## Exercise aim:
Print the data that follows word for word, leaving out any picture.

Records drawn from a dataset
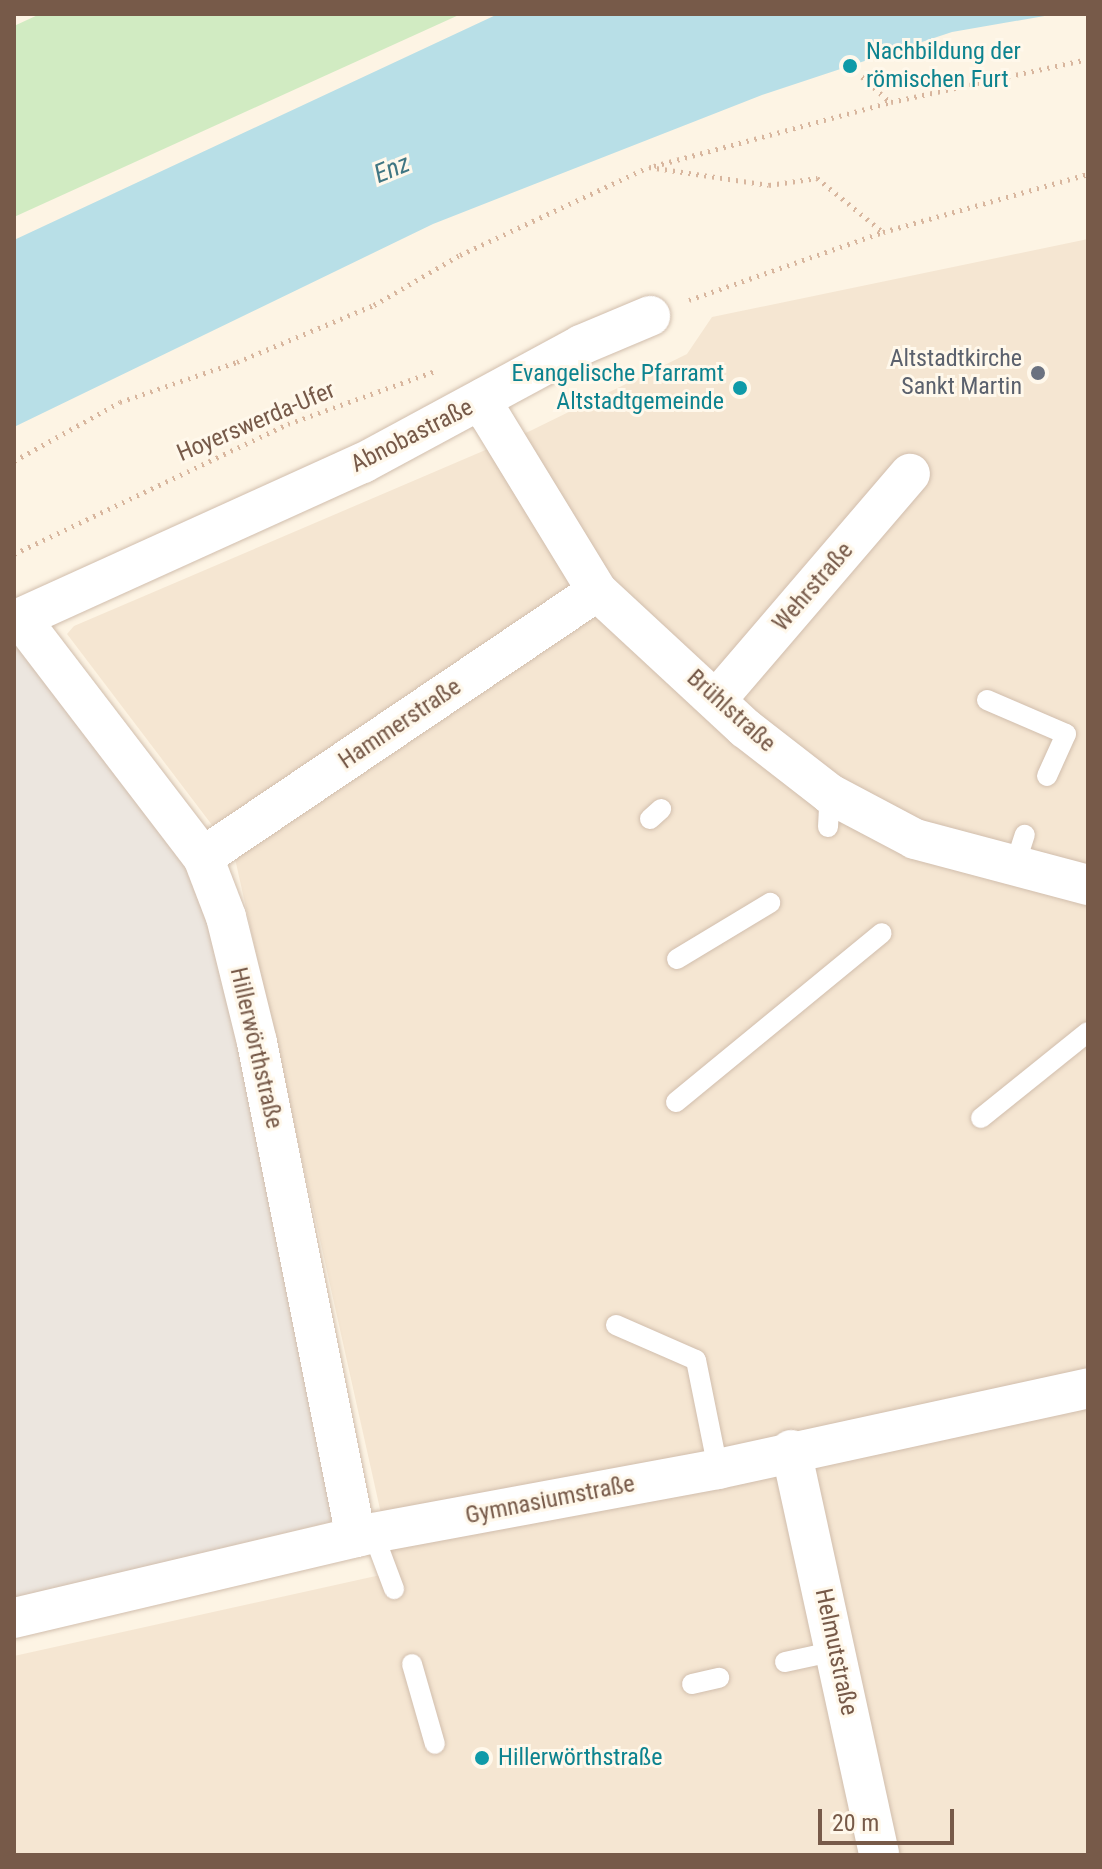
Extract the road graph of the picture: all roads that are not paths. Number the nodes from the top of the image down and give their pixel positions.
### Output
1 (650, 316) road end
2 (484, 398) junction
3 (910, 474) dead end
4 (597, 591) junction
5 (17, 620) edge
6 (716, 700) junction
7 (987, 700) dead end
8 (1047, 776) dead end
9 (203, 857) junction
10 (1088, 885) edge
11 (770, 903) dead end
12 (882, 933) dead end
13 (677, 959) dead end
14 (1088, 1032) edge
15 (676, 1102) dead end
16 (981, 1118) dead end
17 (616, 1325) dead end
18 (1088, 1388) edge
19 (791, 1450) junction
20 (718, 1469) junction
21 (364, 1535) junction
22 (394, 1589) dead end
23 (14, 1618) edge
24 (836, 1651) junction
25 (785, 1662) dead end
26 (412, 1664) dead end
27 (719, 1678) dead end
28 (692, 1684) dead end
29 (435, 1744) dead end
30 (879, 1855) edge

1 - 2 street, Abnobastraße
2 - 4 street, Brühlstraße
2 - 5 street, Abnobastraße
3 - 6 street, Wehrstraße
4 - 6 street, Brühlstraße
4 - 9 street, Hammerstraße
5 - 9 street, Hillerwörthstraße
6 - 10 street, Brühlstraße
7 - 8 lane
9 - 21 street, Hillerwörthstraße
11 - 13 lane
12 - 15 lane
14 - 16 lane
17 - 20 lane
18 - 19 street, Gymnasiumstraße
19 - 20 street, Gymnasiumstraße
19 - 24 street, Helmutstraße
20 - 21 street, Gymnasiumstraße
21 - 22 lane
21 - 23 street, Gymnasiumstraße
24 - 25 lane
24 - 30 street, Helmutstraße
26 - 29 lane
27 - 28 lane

## Answer space:
Extract the road graph of the picture: all roads that are not paths. Number the nodes from the top of the image down and give their pixel positions.
### Output
1 (650, 316) road end
2 (484, 398) junction
3 (910, 474) dead end
4 (597, 591) junction
5 (17, 620) edge
6 (716, 700) junction
7 (987, 700) dead end
8 (1047, 776) dead end
9 (203, 857) junction
10 (1088, 885) edge
11 (770, 903) dead end
12 (882, 933) dead end
13 (677, 959) dead end
14 (1088, 1032) edge
15 (676, 1102) dead end
16 (981, 1118) dead end
17 (616, 1325) dead end
18 (1088, 1388) edge
19 (791, 1450) junction
20 (718, 1469) junction
21 (364, 1535) junction
22 (394, 1589) dead end
23 (14, 1618) edge
24 (836, 1651) junction
25 (785, 1662) dead end
26 (412, 1664) dead end
27 (719, 1678) dead end
28 (692, 1684) dead end
29 (435, 1744) dead end
30 (879, 1855) edge

1 - 2 street, Abnobastraße
2 - 4 street, Brühlstraße
2 - 5 street, Abnobastraße
3 - 6 street, Wehrstraße
4 - 6 street, Brühlstraße
4 - 9 street, Hammerstraße
5 - 9 street, Hillerwörthstraße
6 - 10 street, Brühlstraße
7 - 8 lane
9 - 21 street, Hillerwörthstraße
11 - 13 lane
12 - 15 lane
14 - 16 lane
17 - 20 lane
18 - 19 street, Gymnasiumstraße
19 - 20 street, Gymnasiumstraße
19 - 24 street, Helmutstraße
20 - 21 street, Gymnasiumstraße
21 - 22 lane
21 - 23 street, Gymnasiumstraße
24 - 25 lane
24 - 30 street, Helmutstraße
26 - 29 lane
27 - 28 lane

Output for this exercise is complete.